This is twice as many git commands, and almost three times as much
typing, to do the same thing.

Indeed, this is so complicated I expect that many developers wouldn't
bother, and will continue to develop the way we currently do. They
would thus continue to be unable to create clang branches that include
an llvm revision. :frowning:

There are real simplifications and productivity advantages to be had
by using a single repository. They will affect essentially every
developer who makes changes to subprojects other than LLVM proper,
cares about release branches, bisects our code, or builds old
revisions.

So that's the first part, what we have to gain by using a monolithic
repository. Let's address the downsides.

If you'll bear with a hypothetical: Imagine you could somehow make the
monolithic repository behave exactly like the N separate repositories
work today. If so, that would be the best of both worlds: Those of us
who want a monolithic repository could have one, and those of us who
don't would be unaffected. Whatever downsides you were worried about
would evaporate in a mist of rainbows and puppies.
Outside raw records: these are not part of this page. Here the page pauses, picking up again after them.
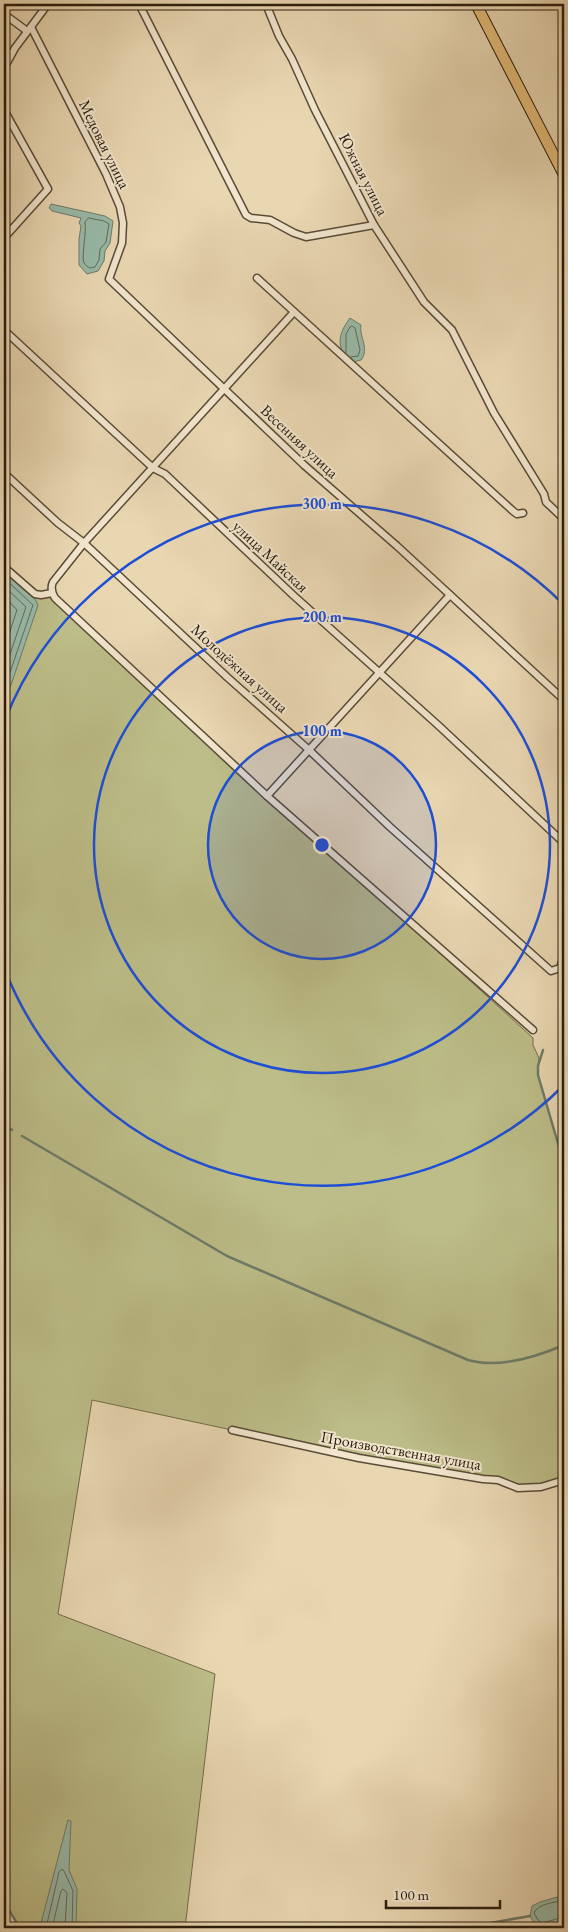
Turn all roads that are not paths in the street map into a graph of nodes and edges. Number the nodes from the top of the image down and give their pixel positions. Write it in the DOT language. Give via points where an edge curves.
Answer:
graph roads {
  1 [pos="48,4"];
  2 [pos="139,4"];
  3 [pos="266,4"];
  4 [pos="476,4"];
  5 [pos="4,14"];
  6 [pos="29,29"];
  7 [pos="4,68"];
  8 [pos="4,110"];
  9 [pos="564,175"];
  10 [pos="374,225"];
  11 [pos="4,238"];
  12 [pos="109,278"];
  13 [pos="256,278"];
  14 [pos="294,312"];
  15 [pos="4,330"];
  16 [pos="224,389"];
  17 [pos="153,468"];
  18 [pos="4,473"];
  19 [pos="523,513"];
  20 [pos="564,519"];
  21 [pos="84,543"];
  22 [pos="4,567"];
  23 [pos="52,593"];
  24 [pos="450,595"];
  25 [pos="380,672"];
  26 [pos="564,700"];
  27 [pos="308,749"];
  28 [pos="266,796"];
  29 [pos="564,843"];
  30 [pos="564,956"];
  31 [pos="533,1030"];
  32 [pos="232,1430"];
  33 [pos="564,1480"];
  1 -- 6 [label="street"];
  2 -- 10 [label="street" via="246,215 270,220 306,237"];
  3 -- 10 [label="street, Южная улица" via="315,110"];
  4 -- 9 [label="main road"];
  5 -- 6 [label="street"];
  6 -- 7 [label="street"];
  6 -- 12 [label="street, Медовая улица" via="106,174 120,207 122,243"];
  8 -- 11 [label="street" via="48,189"];
  10 -- 20 [label="street, Южная улица" via="424,302 452,330 494,413 546,502"];
  12 -- 16 [label="street, Весенняя улица"];
  13 -- 14 [label="street"];
  14 -- 16 [label="street"];
  14 -- 19 [label="street" via="513,511"];
  15 -- 17 [label="street, улица Майская"];
  16 -- 17 [label="street"];
  16 -- 24 [label="street, Весенняя улица"];
  17 -- 21 [label="street"];
  17 -- 25 [label="street, улица Майская" via="165,474"];
  18 -- 21 [label="street, Молодёжная улица"];
  21 -- 23 [label="street" via="53,582"];
  21 -- 27 [label="street, Молодёжная улица"];
  22 -- 23 [label="street" via="35,594"];
  23 -- 28 [label="street"];
  24 -- 25 [label="street"];
  24 -- 26 [label="street, Весенняя улица"];
  25 -- 27 [label="street"];
  25 -- 29 [label="street, улица Майская"];
  27 -- 28 [label="street"];
  27 -- 30 [label="street, Молодёжная улица" via="551,971 560,968"];
  28 -- 31 [label="street"];
  32 -- 33 [label="street, Производственная улица" via="359,1458 498,1480 518,1488"];
}
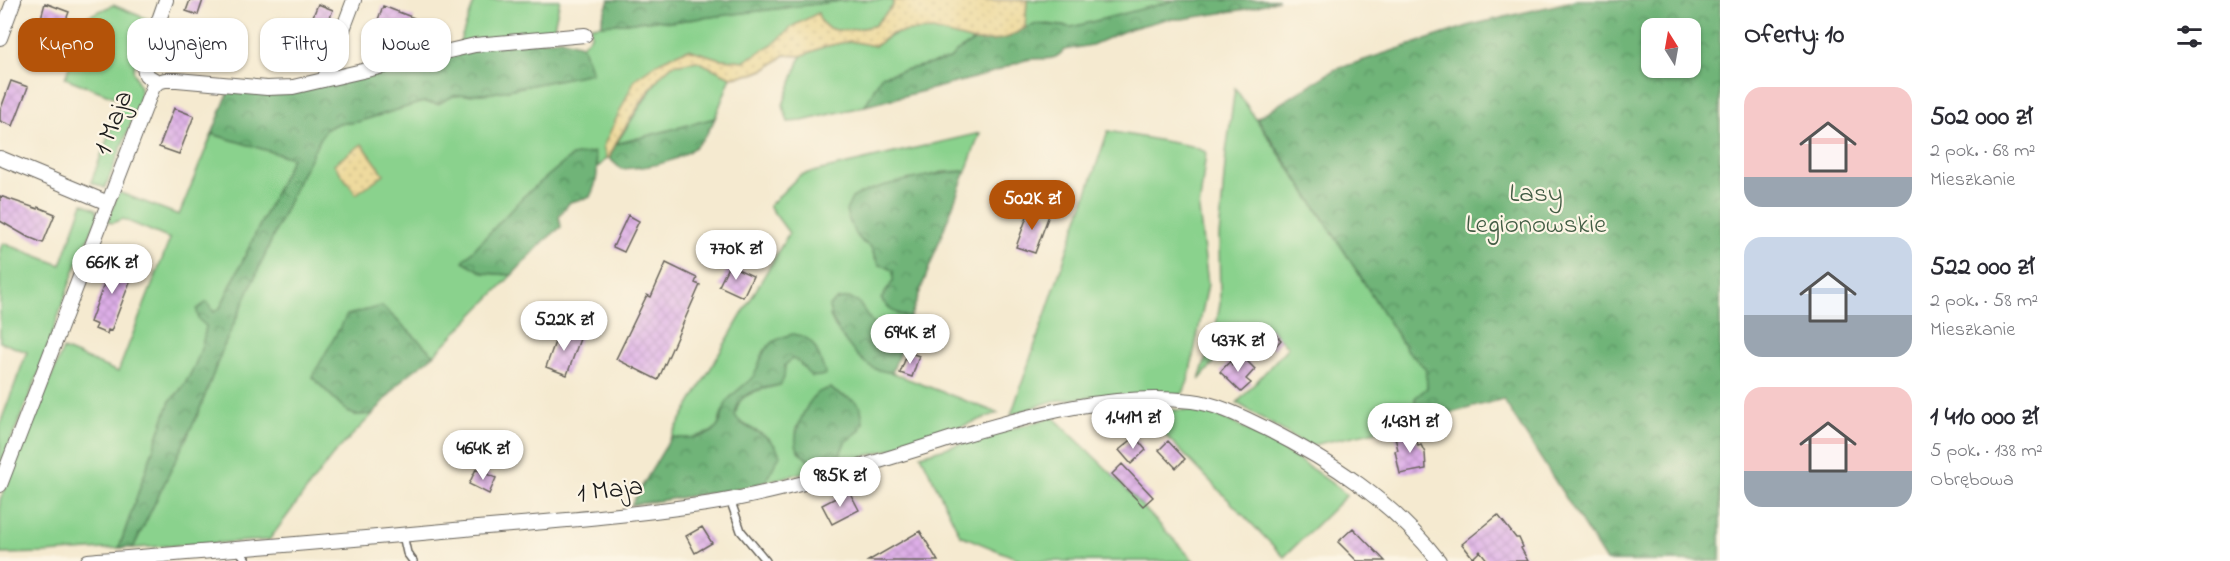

It turns out this hypothetical is very close to reality. The key is
git sparse checkouts [1], which let you check out only some files or
directories from a repository. Using this facility, if you don't like
the switch to a monolithic repository, you can set up your git so
you're (almost) entirely unaffected by it.

If you want to check out only llvm and clang, no problem. Just set up
your .git/info/sparse-checkout file appropriately. Done.

If you want to be able to have two different revisions of llvm and
clang checked out at once (maybe you want to update your clang bits
more often than you update your llvm bits), you can do that too. Make
one sparse checkout just of llvm, and make another sparse checkout
just of clang. Symlink the clang checkout to llvm/tools/clang.
That's it. The two checkouts can even share a common .git dir, so you
don't have to fetch and store everything twice.

As far as I can tell, the only overhead of the monolithic repository
is the extra storage in .git. But this is quite small in the scheme
of things.

The .git dir for the existing monolithic repository [2] is 1.2GB. By
way of comparison, my objdir for a release build of llvm and clang is
3.5G, and a full checkout (workdir + .git dirs) of llvm and clang is
0.65G.

If the 1.2G really is a problem for you (or more likely, your
automated infrastructure), a shallow clone [3] takes this down to 90M.

The critical point to me in all this is that it's easy to set up the
monolithic repository to appear like it's a bunch of separate repos.
But it is impossible, insofar as I can tell, to do the opposite. That
is, option (b) is strictly more powerful than option (a).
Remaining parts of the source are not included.